Accurate and rapid detection of Cardiac Troponin I (CTnI) is essential for the early diagnosis and timely management of myocardial infarction (MI). However, conventional detection methods relying on antigen–antibody interactions often face challenges such as high costs and lengthy procedures. Novel detection methods based on antigen–aptamer interactions offer a potentially superior alternative. Nevertheless, the performance of antigen–aptamer sensors is typically compromised by the unstable structure of aptamers, resulting in limited sensitivity and inconsistent specificity in CTnI detection. To address these issues, we have developed an innovative aptamer structure to construct a paper-based sensor comprising a paper electrode and a CTnI aptamer detection module. The paper electrode employs PEDOT:PSS to uniformly distribute single-walled carbon nanotubes (SWCNTs) at high concentrations on filter paper. The detection module utilizes modified CTnI aptamers with a continuous (AT)₅ sequence in the anchor domain to enhance stable immobilization on SWCNTs without chemical reactions. We discovered that incorporating appropriate 18-atom hexa-ethylene glycol spacers (Sp18) between the protein-capture and anchor domains of the aptamers can improve the sensitivity of the current response for CTnI detection.
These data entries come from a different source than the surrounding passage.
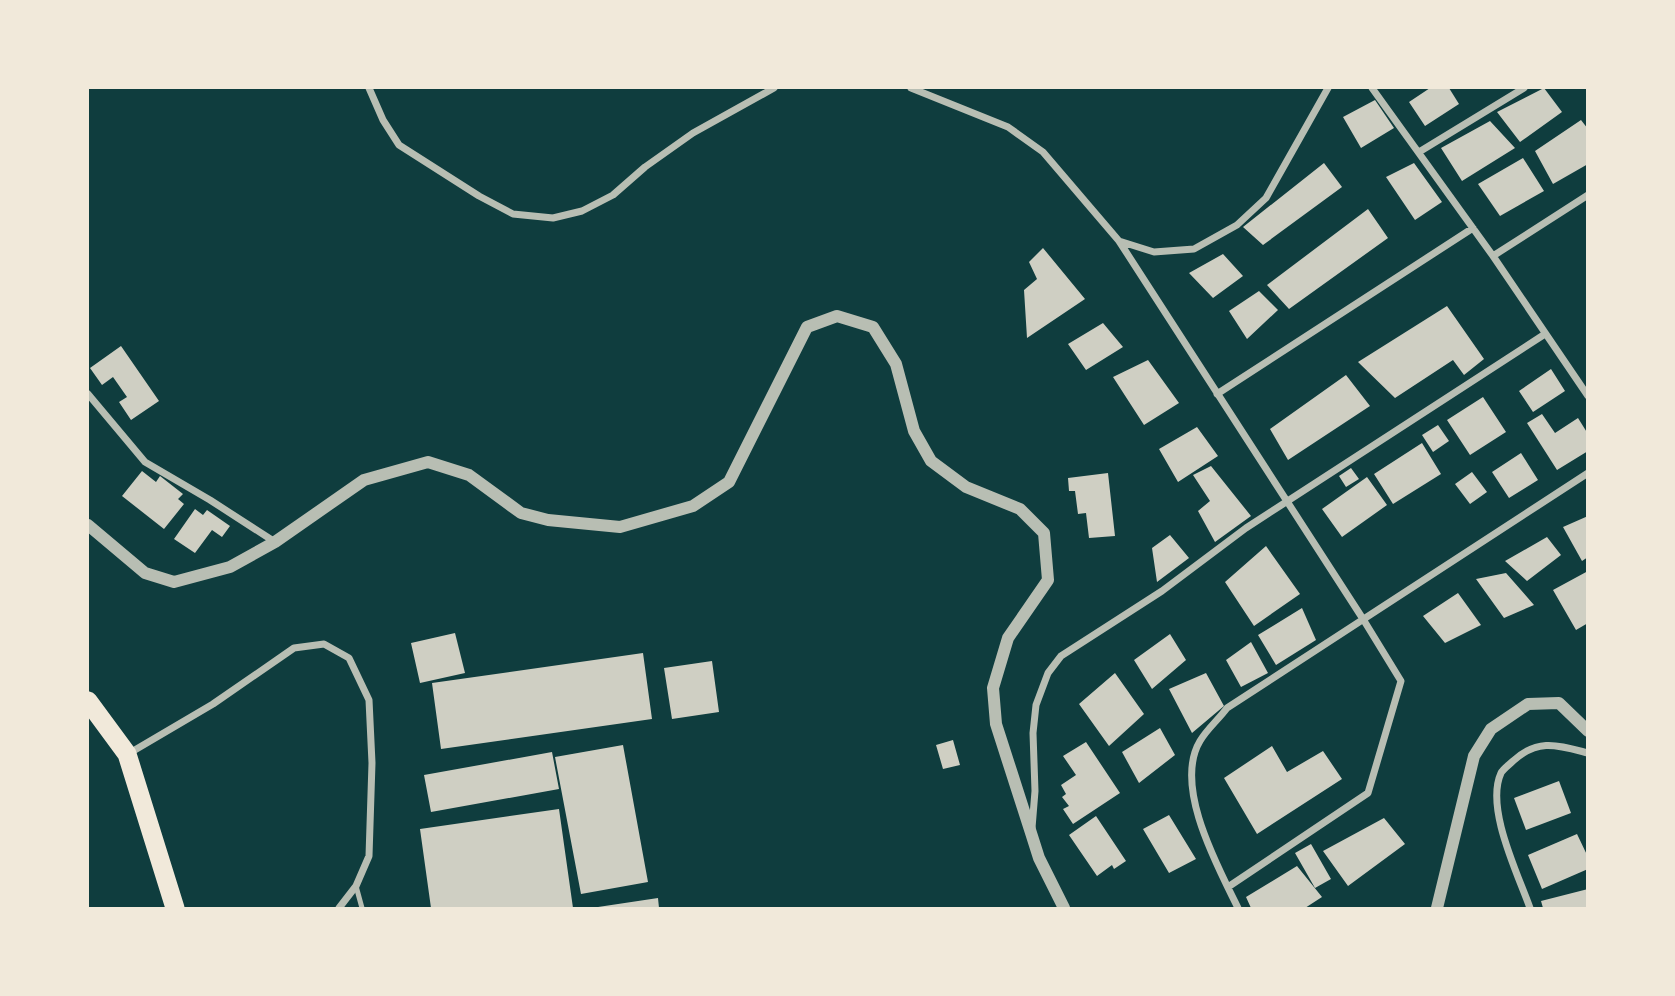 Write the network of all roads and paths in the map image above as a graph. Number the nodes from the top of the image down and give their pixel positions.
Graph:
1 (369, 88) edge
2 (774, 88) edge
3 (911, 88) edge
4 (1328, 88) edge
5 (1372, 88) edge
6 (1524, 88) edge
7 (1419, 152) junction
8 (1587, 195) edge
9 (1474, 228) junction
10 (1119, 241) junction
11 (1493, 256) junction
12 (1545, 334) junction
13 (88, 394) edge
14 (1217, 394) junction
15 (1587, 396) edge
16 (1587, 473) edge
17 (1287, 501) junction
18 (88, 524) edge
19 (275, 542) junction
20 (1363, 619) junction
21 (88, 701) edge
22 (1587, 732) edge
23 (1587, 753) edge
24 (127, 754) junction
25 (1032, 836) junction
26 (356, 886) junction
27 (1228, 887) junction
28 (175, 908) edge
29 (339, 908) edge
30 (362, 908) edge
31 (1064, 908) edge
32 (1238, 908) edge
33 (1437, 908) edge
34 (1530, 908) edge

1 - 2 street
3 - 10 street
4 - 10 street
5 - 7 street
6 - 7 street
7 - 9 street
8 - 11 street
9 - 11 street
9 - 14 street
10 - 14 street
11 - 12 street
12 - 15 street
12 - 17 street
13 - 19 street
14 - 17 street
16 - 20 street
17 - 20 street
17 - 25 street
18 - 19 street
19 - 25 street
20 - 27 street
20 - 27 street
21 - 24 highway
22 - 33 street
23 - 34 street
24 - 26 street
24 - 28 highway
25 - 31 street
26 - 29 street
26 - 30 lane
27 - 32 street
Through the optimization of annealing temperature and duration, the paper sensor Aps3-CTnI-PS@CP, which integrates (AT)₅ and three Sp18 into the aptamer, demonstrated enhanced sensitivity and specificity for CTnI detection. When applied to clinical samples, Aps3-CTnI-PS@CP exhibited a favorable receiver operating characteristic (ROC) curve, with an area under the curve (AUC) of 0.982, a sensitivity of 0.917, and a specificity of 0.945 for CTnI detection. This performance correlates strongly with traditional chemiluminescence immunoassay (CLIA) assays used in clinical settings. The straightforward fabrication process and minimal batch-to-batch variability make Aps3-CTnI-PS@CP a promising candidate for clinical aptamer-based CTnI detection.